Illinois bill would make unvaccinated pay their COVID expenses


FILE – In this Aug. 31, 2021 file photo a R.N. holds the hand of a COVID-19 patient in the Medical Intensive care unit (MICU) at St. Luke’s Boise Medical Center in Boise, Idaho. The Idaho Department of Health and Welfare made the announcement Thursday, Sept. 16, 2021. St. Luke’s Health System, Idaho’s largest hospital network, asked state health leaders to allow “crisis standards of care” on Wednesday because the increase in COVID-19 patients has exhausted the state’s medical resources. (AP Photo/Kyle Gree,File)

 CHICAGO (NewsNation Now) —  A new measure filed Monday in the Illinois legislature would force unvaccinated patients to pay their own medical expenses if they become hospitalized with COVID-19.

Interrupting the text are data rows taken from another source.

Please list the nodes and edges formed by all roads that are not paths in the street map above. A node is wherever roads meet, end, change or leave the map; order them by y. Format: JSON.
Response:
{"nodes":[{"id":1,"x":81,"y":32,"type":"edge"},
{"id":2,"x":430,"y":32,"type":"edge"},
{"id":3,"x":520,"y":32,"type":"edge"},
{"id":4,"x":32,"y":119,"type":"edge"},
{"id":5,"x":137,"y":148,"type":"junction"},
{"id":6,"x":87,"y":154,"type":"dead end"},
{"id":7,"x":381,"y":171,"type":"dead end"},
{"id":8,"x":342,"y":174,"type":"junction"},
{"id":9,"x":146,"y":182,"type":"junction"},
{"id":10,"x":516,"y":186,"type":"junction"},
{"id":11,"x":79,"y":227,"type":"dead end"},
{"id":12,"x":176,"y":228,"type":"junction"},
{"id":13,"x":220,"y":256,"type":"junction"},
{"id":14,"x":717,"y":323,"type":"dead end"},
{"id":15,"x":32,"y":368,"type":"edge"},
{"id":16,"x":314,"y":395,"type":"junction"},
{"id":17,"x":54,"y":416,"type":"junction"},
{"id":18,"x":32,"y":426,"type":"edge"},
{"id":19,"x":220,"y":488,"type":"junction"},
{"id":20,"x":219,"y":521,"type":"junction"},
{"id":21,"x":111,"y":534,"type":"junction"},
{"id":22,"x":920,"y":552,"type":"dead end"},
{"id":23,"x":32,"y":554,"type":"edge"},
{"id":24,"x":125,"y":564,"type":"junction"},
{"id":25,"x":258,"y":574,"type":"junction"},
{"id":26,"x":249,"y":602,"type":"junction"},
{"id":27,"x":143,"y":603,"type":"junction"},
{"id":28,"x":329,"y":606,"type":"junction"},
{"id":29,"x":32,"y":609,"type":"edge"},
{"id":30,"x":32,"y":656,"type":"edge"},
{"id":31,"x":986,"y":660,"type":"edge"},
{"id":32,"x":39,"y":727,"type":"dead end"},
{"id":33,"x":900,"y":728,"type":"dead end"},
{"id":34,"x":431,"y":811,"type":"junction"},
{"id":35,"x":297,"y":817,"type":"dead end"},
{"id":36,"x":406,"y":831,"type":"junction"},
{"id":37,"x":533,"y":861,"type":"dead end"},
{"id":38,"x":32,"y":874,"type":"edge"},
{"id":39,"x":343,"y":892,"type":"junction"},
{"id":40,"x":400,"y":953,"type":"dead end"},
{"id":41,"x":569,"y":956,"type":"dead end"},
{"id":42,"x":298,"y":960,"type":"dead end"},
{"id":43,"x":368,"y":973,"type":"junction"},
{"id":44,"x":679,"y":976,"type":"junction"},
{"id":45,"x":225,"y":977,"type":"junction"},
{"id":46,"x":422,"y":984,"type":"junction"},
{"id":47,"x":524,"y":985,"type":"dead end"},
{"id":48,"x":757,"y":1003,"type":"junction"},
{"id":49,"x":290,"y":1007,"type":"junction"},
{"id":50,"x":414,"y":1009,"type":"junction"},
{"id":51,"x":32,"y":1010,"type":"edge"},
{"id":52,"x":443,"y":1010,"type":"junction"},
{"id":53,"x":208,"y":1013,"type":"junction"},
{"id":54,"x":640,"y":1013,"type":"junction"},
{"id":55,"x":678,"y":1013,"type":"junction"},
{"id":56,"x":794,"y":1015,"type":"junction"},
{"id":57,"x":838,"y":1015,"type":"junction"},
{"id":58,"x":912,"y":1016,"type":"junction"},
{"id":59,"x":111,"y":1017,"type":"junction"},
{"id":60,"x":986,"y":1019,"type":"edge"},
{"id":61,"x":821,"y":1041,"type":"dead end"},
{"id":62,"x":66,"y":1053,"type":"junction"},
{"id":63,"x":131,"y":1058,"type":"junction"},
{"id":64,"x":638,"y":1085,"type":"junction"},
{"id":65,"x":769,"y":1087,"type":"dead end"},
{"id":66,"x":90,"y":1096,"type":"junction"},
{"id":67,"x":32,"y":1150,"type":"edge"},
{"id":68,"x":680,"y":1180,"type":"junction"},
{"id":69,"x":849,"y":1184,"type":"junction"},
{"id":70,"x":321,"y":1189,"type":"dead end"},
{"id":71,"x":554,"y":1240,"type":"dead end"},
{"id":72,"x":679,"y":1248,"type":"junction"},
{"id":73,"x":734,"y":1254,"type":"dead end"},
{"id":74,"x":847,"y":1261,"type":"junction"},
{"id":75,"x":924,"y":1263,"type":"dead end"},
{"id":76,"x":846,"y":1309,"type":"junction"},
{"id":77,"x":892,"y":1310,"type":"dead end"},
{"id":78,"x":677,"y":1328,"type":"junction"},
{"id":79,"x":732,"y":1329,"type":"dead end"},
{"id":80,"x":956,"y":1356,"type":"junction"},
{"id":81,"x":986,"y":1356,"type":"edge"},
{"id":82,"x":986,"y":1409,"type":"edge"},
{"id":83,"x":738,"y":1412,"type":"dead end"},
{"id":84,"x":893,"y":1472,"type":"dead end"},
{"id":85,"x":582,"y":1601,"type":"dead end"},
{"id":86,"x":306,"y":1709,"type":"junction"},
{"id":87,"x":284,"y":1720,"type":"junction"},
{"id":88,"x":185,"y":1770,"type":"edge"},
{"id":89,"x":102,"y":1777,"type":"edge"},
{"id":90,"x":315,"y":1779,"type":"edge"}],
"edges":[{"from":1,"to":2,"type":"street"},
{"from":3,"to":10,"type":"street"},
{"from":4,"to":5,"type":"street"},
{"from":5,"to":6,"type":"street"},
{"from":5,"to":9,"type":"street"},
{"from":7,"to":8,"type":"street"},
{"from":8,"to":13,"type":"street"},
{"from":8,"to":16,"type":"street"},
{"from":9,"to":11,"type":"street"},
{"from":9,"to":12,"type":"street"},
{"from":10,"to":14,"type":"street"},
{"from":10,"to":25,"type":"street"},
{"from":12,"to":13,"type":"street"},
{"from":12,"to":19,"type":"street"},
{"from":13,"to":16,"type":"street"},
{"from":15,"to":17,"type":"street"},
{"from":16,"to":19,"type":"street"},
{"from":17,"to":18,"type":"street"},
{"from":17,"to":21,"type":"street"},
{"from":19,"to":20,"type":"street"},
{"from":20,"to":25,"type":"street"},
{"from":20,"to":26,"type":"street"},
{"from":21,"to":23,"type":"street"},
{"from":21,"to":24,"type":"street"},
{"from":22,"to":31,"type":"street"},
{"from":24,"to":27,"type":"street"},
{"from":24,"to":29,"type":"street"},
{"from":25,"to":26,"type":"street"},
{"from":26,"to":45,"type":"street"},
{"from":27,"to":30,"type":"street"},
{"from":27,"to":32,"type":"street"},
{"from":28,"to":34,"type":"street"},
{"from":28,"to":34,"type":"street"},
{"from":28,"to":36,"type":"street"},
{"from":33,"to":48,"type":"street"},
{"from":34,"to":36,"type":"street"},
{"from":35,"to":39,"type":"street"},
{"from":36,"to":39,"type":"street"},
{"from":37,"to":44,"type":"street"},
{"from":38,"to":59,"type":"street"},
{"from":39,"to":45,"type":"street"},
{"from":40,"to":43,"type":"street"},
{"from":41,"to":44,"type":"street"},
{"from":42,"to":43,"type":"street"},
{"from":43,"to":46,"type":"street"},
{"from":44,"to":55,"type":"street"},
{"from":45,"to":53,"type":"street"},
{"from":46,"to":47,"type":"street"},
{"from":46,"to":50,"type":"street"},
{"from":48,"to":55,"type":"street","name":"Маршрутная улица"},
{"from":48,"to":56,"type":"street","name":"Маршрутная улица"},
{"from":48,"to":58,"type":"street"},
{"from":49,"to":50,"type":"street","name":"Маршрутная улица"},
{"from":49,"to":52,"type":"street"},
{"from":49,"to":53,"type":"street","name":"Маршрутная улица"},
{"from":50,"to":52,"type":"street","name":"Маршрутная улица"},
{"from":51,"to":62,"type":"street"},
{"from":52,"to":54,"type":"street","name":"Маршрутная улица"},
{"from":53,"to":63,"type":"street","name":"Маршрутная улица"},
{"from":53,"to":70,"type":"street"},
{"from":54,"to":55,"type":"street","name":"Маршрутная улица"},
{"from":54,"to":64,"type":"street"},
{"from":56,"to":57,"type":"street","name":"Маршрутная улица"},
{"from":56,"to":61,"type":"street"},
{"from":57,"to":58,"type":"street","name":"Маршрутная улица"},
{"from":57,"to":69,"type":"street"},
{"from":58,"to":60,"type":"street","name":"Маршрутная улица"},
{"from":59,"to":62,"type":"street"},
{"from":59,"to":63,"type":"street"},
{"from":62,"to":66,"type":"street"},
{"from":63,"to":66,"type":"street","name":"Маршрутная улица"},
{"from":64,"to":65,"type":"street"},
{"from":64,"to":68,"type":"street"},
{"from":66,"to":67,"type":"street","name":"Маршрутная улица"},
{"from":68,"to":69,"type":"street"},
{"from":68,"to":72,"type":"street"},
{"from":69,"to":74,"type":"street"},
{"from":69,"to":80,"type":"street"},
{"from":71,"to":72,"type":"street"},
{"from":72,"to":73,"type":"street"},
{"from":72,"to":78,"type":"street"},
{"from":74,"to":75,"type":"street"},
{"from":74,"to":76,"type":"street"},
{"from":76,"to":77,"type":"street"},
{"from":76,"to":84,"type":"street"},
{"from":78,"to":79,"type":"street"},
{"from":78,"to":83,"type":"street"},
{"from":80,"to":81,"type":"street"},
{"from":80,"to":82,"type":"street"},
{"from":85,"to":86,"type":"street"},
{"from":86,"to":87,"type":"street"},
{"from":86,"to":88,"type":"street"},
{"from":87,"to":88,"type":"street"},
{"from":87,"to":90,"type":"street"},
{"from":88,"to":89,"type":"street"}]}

The sponsor of the bill, Rep. Jonathan Carroll, (D-57th District), said he got the idea from his wife, who asked why the government picks up the hospital bill for people who are unvaccinated.

Carroll’s bill would amend the state’s insurance code so that a person who is eligible for the COVID-19 vaccine and chooses not to be vaccinated must pay for health care expenses out-of-pocket if the person becomes hospitalized with the virus.

The change would update insurance policies issued or renewed on or after January 2023.

The bill is almost certain to face legal questions. Federal laws bar employers and insurers from charging higher prices to people with pre-existing health conditions. But some employers are taking action anyway. Delta Airlines has said that unvaccinated workers could face a $200 monthly health insurance surcharge.

Even without a legislative push, data show more and more Illinois residents are getting vaccinated. 61 percent of eligible residents are now fully vaccinated.

The Illinois Democratic House leadership declined to comment on the bill.